_What the task asks_
Tally the lines below containing "Nodes" and report only the total.

_Supplied data_
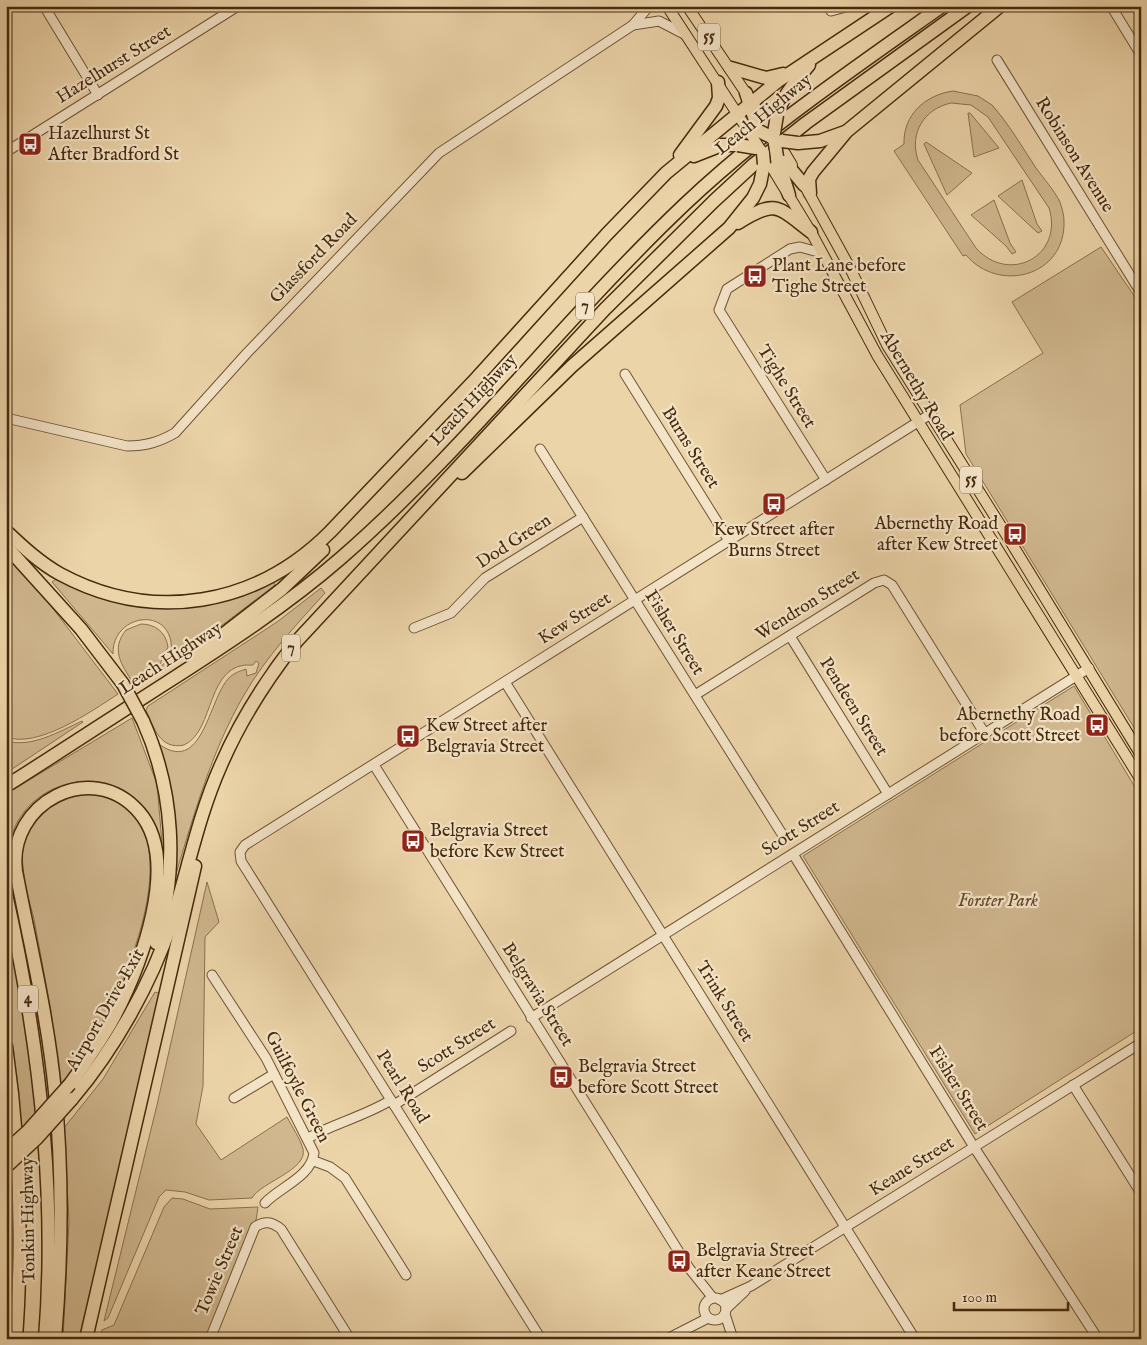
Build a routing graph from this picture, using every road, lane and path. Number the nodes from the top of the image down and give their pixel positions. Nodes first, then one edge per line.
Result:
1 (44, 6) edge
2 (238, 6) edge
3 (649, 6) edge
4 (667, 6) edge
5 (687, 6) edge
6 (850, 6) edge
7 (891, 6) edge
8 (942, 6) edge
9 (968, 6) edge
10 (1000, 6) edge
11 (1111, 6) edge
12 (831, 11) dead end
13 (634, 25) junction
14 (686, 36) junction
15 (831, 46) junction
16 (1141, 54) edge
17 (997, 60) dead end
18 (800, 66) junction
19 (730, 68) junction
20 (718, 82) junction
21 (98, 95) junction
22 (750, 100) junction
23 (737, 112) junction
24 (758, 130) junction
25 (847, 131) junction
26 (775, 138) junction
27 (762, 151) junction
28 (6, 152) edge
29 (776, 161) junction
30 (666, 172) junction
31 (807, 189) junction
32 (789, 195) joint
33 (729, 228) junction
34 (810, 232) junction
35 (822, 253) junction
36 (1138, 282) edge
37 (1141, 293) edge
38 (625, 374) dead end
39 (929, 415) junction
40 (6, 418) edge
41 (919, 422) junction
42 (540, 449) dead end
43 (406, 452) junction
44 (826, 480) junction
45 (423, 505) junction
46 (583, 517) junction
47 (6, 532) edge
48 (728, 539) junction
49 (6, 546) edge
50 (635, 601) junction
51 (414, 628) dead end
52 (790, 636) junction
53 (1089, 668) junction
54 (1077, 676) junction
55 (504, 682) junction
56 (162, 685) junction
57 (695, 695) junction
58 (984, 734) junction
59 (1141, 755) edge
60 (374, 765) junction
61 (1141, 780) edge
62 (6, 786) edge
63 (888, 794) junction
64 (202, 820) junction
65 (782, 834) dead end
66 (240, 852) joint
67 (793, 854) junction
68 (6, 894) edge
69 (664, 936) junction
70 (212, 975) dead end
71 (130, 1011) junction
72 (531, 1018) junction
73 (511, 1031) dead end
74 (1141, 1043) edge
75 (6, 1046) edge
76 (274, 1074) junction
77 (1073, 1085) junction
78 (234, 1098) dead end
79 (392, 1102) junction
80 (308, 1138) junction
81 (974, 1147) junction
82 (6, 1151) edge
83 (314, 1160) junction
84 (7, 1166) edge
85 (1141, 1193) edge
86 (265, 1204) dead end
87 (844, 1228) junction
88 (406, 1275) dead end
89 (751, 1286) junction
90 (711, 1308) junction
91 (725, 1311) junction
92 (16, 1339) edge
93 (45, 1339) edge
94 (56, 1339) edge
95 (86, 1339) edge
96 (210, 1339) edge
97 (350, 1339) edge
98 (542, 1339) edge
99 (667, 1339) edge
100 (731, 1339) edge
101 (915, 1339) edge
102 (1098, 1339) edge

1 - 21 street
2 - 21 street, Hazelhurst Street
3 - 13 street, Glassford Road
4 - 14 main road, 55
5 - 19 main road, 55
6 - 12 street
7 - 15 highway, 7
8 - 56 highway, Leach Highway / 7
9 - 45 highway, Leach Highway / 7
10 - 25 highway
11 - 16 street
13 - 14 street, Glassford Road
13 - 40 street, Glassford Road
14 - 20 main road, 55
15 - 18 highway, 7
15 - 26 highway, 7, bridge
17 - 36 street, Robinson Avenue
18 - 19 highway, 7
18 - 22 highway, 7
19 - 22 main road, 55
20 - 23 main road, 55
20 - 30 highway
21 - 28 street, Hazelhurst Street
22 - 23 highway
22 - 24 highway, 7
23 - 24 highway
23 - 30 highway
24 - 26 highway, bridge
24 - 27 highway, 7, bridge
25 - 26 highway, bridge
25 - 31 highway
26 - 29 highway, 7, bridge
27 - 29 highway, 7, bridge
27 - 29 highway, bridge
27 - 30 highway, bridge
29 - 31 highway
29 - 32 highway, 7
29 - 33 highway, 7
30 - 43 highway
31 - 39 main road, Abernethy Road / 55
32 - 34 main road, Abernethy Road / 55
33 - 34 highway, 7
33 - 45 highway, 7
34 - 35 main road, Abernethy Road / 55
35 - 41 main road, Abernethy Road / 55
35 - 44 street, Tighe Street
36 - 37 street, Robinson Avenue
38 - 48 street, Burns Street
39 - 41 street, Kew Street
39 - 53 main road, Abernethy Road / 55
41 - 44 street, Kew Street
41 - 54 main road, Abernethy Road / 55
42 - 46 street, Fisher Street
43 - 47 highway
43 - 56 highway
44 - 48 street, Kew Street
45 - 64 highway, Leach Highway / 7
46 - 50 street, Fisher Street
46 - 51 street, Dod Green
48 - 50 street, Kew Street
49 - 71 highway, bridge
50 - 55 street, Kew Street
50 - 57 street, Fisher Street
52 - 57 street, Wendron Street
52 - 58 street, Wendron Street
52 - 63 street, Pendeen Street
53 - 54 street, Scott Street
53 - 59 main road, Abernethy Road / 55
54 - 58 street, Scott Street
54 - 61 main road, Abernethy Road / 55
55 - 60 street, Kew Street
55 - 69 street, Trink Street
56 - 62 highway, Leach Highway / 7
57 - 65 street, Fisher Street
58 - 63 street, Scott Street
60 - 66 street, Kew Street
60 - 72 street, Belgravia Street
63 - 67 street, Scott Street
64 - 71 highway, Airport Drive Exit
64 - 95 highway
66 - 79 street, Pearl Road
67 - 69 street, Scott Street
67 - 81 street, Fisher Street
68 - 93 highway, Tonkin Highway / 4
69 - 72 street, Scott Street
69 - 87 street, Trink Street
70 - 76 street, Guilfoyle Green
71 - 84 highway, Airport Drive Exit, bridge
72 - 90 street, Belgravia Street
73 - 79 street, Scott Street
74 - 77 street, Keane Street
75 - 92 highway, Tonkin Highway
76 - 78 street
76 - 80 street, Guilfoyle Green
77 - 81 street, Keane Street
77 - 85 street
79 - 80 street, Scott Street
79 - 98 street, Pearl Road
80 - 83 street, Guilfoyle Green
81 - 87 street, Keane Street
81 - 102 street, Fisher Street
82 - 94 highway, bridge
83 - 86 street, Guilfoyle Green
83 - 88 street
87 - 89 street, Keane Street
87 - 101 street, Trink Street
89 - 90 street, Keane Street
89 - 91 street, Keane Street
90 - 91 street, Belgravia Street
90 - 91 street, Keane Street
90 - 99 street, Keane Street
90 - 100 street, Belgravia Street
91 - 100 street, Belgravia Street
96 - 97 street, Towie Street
==
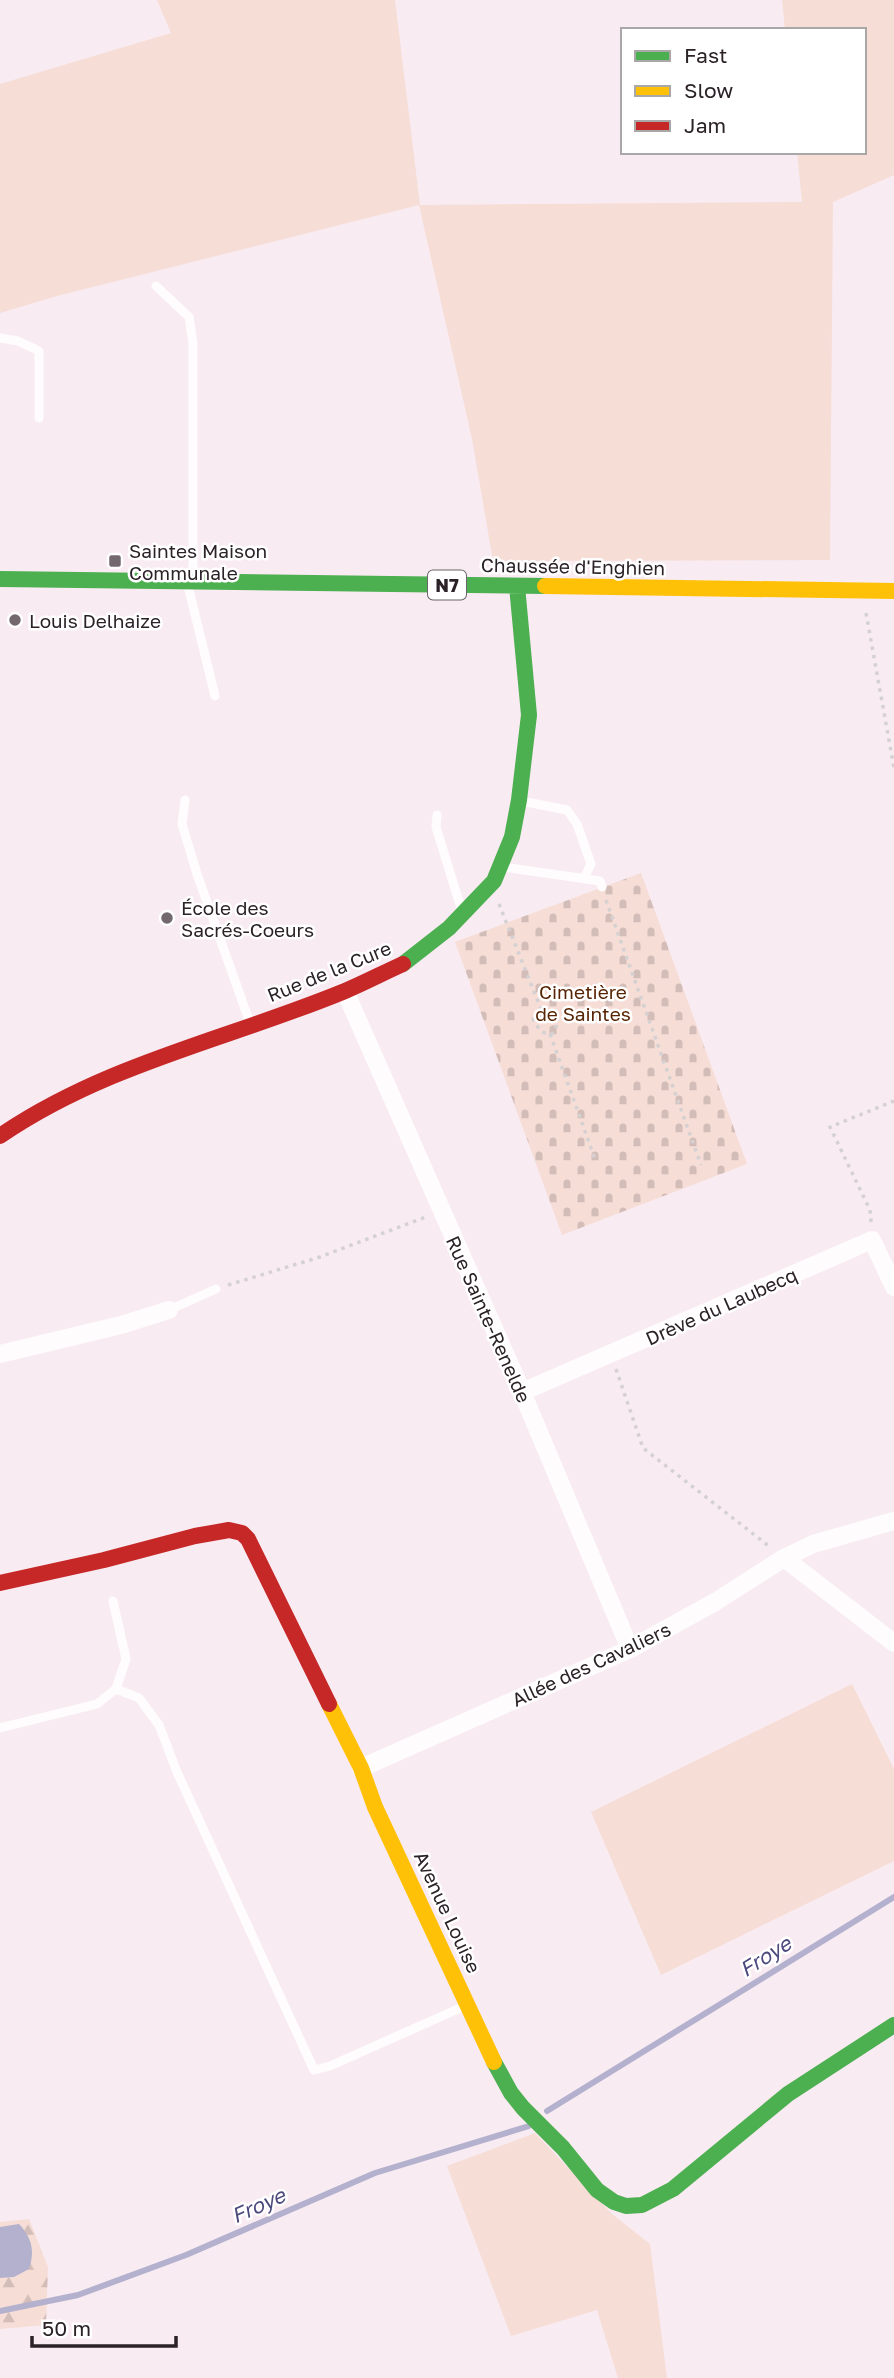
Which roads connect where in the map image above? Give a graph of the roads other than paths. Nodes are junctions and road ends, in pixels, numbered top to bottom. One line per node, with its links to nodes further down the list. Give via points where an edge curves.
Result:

_Answer to the exercise_
2